Aventuras y desventuras de Alvar Núñez Cabeza de Vaca

Pero no todos los indios llegaron hasta este espléndido golfo; algunos clanes volvieron sobre sus pasos para evitar aproximarse al litoral donde habitaban tribus enemigas. De esta manera, conforme avanzaban los kilómetros, el cortejo se fue haciendo más pequeño. Y todavía se redujo mucho más cuando la expedición tomó definitivamente rumbo Sur caminando muy próximos a la costa del golfo californiano. Los indígenas sabían que los pueblos del Sur estaban esclavizados por los soldados españoles y pudo más este temor que la veneración hacia Alvar Núñez y los suyos. La proximidad de la presencia hispana se intuía cada vez más cerca y muchos indios optaron por esconderse en las montañas.

Fin del camino

Abril de 1536; cerca del río Petután (Sinaloa) Cabeza de Vaca advierte algo que le llama la atención: un indio lleva colgado al cuello un objeto de metal. Al aproximarse ve claramente que se trata de una hebilla de talabarte. El español queda boquiabierto, sin duda aquella hebilla debía haber pertenecido a un soldado. Rápidamente pregunta al indio por aquella pieza y éste le habla de unos hombres con barba que viajan a caballo. El nerviosismo se apodera del jerezano, aquella hebilla era una señal inequívoca de que los españoles no debían andar lejos. En los días siguientes hallan nuevos rastros de soldados. Tras mucho tiempo sin esperanza, se vislumbra por fin la posibilidad de escapar de aquella vida de miseria. No había tiempo que perder y Cabeza de Vaca apremia a los suyos para emprender la búsqueda. Sin embargo Castillo y Dorantes, débiles y cansados, rehúsan acelerar la marcha. Alvar Núñez no puede esperar, su corazón palpita con fuerza ante las nuevas expectativas que se han abierto de modo que haciéndose acompañar de Estebanico y once indios más se adelanta en busca de los cristianos.

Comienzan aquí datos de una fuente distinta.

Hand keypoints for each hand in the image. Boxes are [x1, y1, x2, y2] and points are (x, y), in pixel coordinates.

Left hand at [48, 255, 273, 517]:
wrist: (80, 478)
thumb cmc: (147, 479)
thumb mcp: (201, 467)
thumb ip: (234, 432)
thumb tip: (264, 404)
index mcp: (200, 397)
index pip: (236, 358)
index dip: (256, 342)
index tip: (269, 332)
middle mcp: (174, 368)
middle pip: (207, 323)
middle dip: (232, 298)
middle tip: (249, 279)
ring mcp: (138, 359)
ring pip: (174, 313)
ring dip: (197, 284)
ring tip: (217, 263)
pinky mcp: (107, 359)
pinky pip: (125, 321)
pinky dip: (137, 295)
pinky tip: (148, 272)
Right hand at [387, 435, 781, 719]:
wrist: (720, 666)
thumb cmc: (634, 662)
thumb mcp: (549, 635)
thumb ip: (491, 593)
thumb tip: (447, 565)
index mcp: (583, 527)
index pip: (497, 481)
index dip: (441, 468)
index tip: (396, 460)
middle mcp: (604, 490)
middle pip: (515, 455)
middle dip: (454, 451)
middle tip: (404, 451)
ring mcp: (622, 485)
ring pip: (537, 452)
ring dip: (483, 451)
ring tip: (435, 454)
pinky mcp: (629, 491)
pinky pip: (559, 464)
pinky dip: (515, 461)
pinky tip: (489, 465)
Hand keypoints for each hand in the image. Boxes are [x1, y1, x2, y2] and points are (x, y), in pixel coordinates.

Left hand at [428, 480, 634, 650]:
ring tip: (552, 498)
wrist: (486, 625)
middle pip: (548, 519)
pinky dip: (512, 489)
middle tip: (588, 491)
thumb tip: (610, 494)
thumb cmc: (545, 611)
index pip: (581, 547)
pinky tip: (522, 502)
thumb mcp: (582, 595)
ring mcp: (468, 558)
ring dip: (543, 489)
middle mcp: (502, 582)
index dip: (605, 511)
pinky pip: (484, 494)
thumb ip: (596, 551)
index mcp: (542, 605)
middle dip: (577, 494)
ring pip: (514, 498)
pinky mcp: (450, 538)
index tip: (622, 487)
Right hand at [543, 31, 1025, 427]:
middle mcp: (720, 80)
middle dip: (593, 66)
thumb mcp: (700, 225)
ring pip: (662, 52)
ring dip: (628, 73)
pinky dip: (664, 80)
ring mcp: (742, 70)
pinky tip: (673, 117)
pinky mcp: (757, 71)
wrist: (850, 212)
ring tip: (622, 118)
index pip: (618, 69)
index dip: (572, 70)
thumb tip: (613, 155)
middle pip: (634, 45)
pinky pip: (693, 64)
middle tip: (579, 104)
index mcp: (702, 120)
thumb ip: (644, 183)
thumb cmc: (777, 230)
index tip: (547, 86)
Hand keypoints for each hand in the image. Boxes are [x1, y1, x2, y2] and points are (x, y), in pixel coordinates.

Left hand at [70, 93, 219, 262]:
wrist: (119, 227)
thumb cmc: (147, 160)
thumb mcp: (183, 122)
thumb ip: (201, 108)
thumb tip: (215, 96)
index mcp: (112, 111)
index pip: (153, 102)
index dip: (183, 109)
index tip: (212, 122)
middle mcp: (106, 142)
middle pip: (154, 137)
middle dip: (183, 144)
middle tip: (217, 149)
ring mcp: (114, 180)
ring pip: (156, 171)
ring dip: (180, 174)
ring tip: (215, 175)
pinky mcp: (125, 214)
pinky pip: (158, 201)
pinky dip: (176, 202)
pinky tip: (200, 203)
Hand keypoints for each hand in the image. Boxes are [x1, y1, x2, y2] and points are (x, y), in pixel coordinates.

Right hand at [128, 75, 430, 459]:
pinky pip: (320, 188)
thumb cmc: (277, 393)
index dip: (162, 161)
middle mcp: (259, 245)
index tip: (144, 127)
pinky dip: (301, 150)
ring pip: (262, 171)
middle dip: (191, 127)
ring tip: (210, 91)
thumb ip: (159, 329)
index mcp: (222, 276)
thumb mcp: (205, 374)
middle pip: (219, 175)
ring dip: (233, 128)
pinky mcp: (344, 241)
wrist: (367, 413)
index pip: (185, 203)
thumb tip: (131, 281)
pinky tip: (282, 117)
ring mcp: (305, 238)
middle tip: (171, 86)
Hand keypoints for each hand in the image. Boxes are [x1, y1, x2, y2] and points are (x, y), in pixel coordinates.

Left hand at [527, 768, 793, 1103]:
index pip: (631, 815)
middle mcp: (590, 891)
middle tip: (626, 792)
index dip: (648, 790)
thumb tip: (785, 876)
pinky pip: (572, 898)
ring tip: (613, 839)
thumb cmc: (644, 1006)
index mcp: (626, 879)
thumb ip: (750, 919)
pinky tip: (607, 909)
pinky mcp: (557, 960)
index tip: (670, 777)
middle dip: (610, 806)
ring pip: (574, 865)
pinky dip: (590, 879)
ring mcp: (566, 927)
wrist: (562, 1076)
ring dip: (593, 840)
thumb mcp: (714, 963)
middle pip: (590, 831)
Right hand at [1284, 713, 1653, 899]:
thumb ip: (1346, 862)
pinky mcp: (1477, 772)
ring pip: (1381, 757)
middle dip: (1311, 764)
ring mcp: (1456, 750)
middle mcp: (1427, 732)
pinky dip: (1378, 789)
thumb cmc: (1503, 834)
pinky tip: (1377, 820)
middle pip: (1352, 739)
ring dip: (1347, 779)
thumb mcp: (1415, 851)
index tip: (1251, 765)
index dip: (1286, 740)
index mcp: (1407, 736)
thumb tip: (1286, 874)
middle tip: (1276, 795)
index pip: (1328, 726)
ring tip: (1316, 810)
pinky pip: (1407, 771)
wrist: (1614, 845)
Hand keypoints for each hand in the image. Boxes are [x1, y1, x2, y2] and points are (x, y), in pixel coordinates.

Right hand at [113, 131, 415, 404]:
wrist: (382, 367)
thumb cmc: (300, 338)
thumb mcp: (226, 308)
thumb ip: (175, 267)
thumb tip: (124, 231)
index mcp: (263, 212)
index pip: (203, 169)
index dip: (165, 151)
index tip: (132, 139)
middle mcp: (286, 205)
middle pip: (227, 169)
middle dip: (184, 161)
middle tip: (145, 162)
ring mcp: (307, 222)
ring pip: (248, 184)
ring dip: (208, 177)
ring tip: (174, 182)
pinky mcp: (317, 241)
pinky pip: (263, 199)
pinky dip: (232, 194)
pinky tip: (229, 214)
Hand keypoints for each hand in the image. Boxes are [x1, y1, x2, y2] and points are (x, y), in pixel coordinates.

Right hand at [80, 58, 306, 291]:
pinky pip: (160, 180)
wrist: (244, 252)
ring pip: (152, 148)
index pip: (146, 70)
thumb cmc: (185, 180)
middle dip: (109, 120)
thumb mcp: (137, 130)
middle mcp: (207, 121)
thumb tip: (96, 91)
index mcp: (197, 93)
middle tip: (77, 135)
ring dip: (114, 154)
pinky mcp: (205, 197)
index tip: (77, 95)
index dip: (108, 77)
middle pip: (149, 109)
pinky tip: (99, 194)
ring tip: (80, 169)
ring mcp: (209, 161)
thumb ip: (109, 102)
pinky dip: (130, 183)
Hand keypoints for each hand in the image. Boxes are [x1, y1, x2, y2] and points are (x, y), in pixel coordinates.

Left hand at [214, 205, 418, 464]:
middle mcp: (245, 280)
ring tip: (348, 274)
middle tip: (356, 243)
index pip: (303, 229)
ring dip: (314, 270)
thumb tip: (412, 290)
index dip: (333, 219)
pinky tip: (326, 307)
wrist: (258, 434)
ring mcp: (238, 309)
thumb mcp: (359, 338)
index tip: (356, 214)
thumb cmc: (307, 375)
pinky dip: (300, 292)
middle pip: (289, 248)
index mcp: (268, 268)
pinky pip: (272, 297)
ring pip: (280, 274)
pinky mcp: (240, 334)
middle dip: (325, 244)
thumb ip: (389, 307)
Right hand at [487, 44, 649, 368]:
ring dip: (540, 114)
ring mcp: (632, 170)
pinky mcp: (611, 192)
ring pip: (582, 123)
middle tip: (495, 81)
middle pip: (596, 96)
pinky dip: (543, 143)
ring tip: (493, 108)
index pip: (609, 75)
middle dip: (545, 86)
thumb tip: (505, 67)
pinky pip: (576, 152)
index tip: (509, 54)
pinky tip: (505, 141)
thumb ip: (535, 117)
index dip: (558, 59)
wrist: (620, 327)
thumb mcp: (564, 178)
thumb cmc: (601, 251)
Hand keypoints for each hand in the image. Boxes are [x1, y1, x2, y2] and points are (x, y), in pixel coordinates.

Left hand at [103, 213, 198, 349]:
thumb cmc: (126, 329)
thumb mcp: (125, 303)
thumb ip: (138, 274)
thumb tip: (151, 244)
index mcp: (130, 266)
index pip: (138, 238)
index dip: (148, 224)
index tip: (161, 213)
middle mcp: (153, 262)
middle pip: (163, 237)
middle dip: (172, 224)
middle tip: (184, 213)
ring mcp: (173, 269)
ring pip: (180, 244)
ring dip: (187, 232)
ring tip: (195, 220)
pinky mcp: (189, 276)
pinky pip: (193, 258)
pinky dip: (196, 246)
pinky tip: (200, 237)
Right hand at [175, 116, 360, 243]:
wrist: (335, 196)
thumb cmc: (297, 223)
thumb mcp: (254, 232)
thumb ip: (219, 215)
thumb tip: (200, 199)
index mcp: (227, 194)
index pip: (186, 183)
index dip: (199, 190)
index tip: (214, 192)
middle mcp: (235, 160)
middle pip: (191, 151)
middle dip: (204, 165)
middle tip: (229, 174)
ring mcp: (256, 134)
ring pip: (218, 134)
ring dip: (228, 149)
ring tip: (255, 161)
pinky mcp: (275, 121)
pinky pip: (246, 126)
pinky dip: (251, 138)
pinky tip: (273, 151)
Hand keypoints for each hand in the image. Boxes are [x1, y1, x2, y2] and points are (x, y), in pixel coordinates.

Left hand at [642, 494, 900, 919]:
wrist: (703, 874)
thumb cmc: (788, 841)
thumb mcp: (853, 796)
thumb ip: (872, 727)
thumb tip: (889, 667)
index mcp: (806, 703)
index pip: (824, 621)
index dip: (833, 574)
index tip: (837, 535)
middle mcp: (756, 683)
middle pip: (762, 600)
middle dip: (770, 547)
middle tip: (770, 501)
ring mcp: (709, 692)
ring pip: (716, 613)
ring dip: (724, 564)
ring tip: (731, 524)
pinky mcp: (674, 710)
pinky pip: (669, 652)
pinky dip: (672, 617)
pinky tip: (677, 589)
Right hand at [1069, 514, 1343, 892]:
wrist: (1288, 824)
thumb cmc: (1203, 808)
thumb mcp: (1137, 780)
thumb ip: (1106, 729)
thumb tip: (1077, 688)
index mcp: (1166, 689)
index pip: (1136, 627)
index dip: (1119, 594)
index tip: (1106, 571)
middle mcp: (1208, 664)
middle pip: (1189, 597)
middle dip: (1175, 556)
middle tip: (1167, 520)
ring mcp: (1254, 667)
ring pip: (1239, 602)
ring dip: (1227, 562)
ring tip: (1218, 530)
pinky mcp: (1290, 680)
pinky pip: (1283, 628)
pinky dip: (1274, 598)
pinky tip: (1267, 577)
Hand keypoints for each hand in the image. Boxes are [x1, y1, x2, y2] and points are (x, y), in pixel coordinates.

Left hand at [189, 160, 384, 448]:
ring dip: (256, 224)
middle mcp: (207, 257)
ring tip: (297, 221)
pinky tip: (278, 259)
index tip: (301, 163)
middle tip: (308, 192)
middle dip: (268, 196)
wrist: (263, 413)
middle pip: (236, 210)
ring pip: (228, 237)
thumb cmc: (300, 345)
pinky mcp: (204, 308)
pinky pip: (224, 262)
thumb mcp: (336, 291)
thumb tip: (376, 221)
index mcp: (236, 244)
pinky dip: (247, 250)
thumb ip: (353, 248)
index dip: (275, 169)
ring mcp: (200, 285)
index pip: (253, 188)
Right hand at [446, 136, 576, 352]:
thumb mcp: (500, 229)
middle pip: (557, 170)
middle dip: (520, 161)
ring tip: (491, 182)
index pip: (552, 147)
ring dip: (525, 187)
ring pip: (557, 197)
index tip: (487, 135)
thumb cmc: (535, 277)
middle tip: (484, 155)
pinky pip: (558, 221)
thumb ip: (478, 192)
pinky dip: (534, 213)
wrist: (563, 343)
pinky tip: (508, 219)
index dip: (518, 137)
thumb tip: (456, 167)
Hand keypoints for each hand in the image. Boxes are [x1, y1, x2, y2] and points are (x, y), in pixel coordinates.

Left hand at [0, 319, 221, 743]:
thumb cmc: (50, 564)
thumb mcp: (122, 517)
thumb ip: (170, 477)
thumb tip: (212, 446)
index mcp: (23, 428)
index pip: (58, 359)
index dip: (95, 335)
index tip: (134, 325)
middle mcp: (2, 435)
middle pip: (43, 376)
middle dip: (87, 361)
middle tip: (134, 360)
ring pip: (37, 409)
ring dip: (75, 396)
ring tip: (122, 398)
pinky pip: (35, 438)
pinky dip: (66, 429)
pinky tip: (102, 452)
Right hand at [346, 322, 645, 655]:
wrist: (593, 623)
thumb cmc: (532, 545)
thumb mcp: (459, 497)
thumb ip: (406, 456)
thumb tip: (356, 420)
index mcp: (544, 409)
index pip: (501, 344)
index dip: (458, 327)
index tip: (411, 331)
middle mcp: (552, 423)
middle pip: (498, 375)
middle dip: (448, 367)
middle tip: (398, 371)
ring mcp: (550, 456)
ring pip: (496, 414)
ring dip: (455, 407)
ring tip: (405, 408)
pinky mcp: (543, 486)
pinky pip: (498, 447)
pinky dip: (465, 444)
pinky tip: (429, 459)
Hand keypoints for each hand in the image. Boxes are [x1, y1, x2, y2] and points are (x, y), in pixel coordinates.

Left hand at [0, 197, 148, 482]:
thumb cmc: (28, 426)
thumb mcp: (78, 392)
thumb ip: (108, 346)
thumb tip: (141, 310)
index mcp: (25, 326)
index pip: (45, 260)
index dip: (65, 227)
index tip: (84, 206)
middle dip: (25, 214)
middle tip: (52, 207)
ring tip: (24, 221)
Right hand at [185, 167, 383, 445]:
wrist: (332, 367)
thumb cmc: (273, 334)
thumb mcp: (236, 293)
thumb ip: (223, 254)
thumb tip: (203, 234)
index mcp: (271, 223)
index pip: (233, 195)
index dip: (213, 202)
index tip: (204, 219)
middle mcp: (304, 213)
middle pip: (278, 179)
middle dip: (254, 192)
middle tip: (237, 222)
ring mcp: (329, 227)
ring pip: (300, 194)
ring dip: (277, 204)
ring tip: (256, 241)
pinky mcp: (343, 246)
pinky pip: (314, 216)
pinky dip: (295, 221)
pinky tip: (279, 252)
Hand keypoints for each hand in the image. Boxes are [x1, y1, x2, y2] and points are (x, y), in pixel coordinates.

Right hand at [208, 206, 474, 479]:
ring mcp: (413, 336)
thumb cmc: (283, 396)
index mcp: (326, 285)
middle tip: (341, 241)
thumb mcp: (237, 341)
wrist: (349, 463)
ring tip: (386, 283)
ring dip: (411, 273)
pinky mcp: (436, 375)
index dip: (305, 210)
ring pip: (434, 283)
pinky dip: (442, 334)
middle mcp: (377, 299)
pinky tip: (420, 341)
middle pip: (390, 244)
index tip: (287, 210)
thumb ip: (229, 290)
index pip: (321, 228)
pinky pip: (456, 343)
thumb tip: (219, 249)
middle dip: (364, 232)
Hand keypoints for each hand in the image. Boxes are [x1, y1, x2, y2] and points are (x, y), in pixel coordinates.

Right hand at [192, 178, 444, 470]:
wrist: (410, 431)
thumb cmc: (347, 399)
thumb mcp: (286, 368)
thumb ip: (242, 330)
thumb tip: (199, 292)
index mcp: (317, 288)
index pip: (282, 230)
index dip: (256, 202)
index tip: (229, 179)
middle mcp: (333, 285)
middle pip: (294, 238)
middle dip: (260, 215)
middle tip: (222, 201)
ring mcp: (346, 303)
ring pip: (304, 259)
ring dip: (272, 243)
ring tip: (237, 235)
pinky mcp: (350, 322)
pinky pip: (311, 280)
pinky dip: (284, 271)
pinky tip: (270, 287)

No tardó mucho en encontrar lo que buscaba. Al cabo de pocos días los trece adelantados se toparon con varios soldados a caballo. Cabeza de Vaca, que había llegado al borde de la desesperación y de la locura sintió un cúmulo de extrañas sensaciones. Al margen de sus compañeros, aquellos eran los primeros hombres blancos que veía desde que zarpara del puerto de Sanlúcar de Barrameda allá por el mes de Junio de 1527. Rápidamente pasaron por su mente los recuerdos de aquellos años de infortunio: los naufragios, la traición de Narváez, el hambre, la esclavitud, los chamanes,… En aquellos instantes, intentando comprender el nuevo escenario, su ánimo oscilaba entre la carcajada más estruendosa y el llanto más desgarrador.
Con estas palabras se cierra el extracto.